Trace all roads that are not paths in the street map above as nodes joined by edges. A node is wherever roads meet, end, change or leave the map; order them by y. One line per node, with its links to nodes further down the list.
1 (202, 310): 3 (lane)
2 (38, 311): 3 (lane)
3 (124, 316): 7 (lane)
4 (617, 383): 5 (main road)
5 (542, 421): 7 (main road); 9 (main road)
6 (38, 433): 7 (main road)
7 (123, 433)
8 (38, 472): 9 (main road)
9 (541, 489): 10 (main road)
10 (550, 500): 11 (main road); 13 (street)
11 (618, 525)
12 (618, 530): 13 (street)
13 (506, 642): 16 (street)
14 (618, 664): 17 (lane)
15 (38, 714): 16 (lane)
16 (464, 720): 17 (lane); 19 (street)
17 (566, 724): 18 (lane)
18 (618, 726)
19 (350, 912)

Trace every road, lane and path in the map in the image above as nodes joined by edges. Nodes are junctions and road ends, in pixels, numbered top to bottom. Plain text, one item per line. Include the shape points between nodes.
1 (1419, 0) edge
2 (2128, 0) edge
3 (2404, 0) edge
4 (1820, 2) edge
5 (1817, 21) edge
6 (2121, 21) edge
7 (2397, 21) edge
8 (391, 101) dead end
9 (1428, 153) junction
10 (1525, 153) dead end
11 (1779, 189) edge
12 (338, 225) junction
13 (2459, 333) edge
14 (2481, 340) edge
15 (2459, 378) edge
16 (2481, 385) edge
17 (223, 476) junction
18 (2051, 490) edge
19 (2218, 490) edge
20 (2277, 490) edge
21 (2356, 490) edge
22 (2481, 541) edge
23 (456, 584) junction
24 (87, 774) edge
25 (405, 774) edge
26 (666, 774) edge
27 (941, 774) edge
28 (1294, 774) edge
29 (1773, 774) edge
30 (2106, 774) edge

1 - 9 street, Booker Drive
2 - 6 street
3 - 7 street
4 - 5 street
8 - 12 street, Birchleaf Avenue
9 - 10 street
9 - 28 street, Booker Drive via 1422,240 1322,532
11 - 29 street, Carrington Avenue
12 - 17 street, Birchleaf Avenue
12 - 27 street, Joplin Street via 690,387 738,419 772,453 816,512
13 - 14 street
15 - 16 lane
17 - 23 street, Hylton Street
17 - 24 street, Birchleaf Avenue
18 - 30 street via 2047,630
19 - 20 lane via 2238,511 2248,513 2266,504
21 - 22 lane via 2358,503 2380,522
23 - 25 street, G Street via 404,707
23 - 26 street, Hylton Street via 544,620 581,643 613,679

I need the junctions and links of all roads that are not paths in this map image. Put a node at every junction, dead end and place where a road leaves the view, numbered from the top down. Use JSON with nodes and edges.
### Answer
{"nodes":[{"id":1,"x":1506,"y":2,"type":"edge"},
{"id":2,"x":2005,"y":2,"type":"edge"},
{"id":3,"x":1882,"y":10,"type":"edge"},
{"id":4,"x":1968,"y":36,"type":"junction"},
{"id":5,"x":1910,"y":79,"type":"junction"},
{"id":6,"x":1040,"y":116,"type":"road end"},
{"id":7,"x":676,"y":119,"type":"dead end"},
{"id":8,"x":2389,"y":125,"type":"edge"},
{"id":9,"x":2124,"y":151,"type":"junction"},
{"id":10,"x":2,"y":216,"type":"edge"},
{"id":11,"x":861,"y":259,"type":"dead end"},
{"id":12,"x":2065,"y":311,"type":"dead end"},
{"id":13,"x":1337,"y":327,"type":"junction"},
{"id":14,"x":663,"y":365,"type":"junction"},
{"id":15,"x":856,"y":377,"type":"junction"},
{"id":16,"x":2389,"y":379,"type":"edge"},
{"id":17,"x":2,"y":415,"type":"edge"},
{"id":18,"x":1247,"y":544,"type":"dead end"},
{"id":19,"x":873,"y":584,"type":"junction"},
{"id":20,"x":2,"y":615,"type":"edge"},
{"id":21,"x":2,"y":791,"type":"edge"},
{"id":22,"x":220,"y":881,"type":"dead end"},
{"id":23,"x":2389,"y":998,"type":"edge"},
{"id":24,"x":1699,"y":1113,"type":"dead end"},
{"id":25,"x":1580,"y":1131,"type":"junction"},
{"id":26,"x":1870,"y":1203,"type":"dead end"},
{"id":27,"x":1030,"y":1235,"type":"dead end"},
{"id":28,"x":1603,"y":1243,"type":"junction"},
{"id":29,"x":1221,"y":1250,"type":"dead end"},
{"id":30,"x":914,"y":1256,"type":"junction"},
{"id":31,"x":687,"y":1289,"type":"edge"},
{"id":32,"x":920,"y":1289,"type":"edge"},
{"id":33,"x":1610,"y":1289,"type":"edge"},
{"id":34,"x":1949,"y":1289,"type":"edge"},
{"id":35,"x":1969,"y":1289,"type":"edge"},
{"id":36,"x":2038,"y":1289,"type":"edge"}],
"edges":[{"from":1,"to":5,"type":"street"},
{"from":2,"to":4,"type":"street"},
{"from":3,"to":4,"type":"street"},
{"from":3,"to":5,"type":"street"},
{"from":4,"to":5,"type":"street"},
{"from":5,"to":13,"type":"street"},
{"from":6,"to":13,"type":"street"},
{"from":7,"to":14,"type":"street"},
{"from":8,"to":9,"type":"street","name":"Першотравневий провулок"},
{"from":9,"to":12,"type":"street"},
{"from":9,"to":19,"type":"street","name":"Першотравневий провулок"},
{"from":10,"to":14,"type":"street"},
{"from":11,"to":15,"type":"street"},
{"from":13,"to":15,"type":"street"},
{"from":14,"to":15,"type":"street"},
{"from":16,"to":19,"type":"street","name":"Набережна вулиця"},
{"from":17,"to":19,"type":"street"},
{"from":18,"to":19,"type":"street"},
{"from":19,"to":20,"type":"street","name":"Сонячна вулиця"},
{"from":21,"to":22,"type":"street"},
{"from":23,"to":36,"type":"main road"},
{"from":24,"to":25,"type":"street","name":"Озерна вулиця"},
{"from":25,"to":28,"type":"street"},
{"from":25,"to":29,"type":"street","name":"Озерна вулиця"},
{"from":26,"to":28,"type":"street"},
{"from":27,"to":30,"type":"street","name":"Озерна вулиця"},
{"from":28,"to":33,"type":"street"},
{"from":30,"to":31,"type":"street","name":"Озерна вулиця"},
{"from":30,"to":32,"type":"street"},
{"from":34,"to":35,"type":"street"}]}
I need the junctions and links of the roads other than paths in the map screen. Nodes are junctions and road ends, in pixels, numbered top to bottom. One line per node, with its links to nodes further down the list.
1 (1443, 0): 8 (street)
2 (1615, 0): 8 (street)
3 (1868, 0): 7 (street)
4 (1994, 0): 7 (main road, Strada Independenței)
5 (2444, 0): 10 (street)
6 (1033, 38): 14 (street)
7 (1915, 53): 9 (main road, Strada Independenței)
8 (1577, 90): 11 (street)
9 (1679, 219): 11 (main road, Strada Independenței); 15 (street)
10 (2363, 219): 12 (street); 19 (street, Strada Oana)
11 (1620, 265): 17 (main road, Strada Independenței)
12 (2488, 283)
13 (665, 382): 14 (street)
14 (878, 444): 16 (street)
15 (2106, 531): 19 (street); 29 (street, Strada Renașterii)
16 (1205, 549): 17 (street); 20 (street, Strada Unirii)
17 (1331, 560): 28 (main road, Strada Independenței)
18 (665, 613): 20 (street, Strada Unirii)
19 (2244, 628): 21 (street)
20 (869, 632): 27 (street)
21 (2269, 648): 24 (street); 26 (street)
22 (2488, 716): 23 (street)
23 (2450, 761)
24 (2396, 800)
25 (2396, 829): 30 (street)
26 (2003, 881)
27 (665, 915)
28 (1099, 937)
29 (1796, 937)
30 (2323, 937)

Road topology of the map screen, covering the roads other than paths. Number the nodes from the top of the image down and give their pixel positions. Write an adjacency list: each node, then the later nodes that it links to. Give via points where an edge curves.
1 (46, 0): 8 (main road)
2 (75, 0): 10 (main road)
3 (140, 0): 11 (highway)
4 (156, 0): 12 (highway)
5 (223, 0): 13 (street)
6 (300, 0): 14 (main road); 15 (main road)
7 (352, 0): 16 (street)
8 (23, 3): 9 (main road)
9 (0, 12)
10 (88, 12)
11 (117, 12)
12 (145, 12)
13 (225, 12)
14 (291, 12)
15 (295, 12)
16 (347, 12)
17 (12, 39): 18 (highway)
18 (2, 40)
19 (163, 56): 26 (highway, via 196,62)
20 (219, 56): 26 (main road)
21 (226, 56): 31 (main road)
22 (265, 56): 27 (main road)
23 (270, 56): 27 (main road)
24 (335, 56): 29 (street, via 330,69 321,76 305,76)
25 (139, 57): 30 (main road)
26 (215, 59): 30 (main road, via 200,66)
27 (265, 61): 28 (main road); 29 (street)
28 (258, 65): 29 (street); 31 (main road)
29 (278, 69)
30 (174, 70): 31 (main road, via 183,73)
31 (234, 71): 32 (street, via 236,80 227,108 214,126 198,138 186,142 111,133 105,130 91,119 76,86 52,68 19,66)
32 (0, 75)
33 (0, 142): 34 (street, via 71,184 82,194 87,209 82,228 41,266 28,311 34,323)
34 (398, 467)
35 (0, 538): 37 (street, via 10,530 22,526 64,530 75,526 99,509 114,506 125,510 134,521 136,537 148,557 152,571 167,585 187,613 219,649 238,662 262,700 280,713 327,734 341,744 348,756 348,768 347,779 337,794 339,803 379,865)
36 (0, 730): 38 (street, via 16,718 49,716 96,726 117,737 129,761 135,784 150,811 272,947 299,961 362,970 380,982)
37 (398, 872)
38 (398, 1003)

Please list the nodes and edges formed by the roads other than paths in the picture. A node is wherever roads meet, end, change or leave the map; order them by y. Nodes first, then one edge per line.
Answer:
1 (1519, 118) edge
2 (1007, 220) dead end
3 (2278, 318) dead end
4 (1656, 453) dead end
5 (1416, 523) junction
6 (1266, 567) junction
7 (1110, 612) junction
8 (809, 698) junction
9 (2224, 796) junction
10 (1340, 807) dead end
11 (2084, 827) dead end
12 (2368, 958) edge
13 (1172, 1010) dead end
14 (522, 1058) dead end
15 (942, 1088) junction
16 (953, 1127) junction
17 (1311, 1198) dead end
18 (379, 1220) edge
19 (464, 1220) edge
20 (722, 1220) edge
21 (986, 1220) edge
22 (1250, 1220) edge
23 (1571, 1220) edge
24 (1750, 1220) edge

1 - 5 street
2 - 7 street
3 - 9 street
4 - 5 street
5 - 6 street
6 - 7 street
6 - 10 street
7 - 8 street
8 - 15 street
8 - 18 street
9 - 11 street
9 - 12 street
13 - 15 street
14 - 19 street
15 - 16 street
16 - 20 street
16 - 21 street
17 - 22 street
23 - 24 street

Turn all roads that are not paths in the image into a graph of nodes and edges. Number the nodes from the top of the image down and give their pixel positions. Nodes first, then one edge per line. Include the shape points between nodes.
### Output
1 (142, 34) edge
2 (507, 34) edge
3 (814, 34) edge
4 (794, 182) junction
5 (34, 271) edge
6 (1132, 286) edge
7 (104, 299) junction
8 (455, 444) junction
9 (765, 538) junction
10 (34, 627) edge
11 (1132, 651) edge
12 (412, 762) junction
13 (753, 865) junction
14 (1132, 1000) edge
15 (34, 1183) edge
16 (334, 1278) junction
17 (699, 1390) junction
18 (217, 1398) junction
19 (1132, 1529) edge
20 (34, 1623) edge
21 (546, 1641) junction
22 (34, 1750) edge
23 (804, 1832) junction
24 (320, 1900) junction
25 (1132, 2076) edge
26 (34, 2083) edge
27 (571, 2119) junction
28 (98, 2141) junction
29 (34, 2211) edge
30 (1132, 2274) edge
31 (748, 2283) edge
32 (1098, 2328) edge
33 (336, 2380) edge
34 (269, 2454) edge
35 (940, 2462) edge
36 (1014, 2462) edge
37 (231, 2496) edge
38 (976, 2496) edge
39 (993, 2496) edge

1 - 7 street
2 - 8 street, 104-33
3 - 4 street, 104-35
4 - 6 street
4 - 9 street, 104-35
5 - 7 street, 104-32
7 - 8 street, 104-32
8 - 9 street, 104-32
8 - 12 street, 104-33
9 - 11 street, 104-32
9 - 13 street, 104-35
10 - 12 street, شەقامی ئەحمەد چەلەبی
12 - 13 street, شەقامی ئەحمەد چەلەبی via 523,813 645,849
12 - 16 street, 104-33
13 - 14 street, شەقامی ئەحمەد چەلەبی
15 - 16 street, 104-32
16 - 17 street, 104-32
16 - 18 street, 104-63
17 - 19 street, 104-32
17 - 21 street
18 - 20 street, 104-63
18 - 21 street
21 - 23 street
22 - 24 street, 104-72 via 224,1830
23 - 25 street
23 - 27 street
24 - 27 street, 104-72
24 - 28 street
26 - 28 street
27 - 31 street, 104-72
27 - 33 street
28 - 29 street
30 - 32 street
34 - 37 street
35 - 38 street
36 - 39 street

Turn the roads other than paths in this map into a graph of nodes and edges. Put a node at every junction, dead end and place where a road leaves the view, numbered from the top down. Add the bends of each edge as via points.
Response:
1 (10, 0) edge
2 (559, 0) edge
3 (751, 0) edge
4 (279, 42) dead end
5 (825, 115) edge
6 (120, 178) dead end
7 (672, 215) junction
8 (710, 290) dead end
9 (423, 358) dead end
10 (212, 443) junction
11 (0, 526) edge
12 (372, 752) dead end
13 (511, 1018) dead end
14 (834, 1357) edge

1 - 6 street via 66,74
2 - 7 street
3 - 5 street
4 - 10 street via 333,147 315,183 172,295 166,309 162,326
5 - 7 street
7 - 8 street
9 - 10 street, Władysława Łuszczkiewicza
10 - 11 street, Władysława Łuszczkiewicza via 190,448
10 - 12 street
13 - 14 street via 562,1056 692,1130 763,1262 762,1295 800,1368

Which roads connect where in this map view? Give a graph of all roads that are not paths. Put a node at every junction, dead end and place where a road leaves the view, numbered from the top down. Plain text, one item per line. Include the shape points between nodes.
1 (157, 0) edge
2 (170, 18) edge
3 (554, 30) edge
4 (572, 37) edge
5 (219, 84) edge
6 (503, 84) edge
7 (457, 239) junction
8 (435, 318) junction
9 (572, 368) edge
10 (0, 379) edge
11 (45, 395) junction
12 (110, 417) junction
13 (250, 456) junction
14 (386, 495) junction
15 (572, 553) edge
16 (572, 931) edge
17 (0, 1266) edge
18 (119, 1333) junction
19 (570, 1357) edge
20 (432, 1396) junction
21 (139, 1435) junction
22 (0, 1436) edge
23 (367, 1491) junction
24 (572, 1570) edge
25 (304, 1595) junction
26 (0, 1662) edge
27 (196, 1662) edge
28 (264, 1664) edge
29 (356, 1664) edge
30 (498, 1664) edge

Problem to work on:
Copy out, from the data above, every line holding the word "Turn".

Answer to the problem:
Turn all roads that are not paths in the image into a graph of nodes and edges. Number the nodes from the top of the image down and give their pixel positions. Nodes first, then one edge per line. Include the shape points between nodes.
Turn the roads other than paths in this map into a graph of nodes and edges. Put a node at every junction, dead end and place where a road leaves the view, numbered from the top down. Add the bends of each edge as via points.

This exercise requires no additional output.